- **What needs to be done**: Your task is to output the data exactly as it stands.

[Stored items]
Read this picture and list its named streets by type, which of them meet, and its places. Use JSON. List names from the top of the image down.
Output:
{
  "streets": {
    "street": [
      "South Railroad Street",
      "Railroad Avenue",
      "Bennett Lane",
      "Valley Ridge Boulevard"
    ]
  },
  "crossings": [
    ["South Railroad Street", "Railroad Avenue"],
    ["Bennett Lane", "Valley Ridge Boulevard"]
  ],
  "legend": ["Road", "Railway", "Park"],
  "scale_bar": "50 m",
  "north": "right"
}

- **Answer for this exercise**:
Read this picture and list its named streets by type, which of them meet, and its places. Use JSON. List names from the top of the image down.
Output:
{
  "streets": {
    "street": [
      "South Railroad Street",
      "Railroad Avenue",
      "Bennett Lane",
      "Valley Ridge Boulevard"
    ]
  },
  "crossings": [
    ["South Railroad Street", "Railroad Avenue"],
    ["Bennett Lane", "Valley Ridge Boulevard"]
  ],
  "legend": ["Road", "Railway", "Park"],
  "scale_bar": "50 m",
  "north": "right"
}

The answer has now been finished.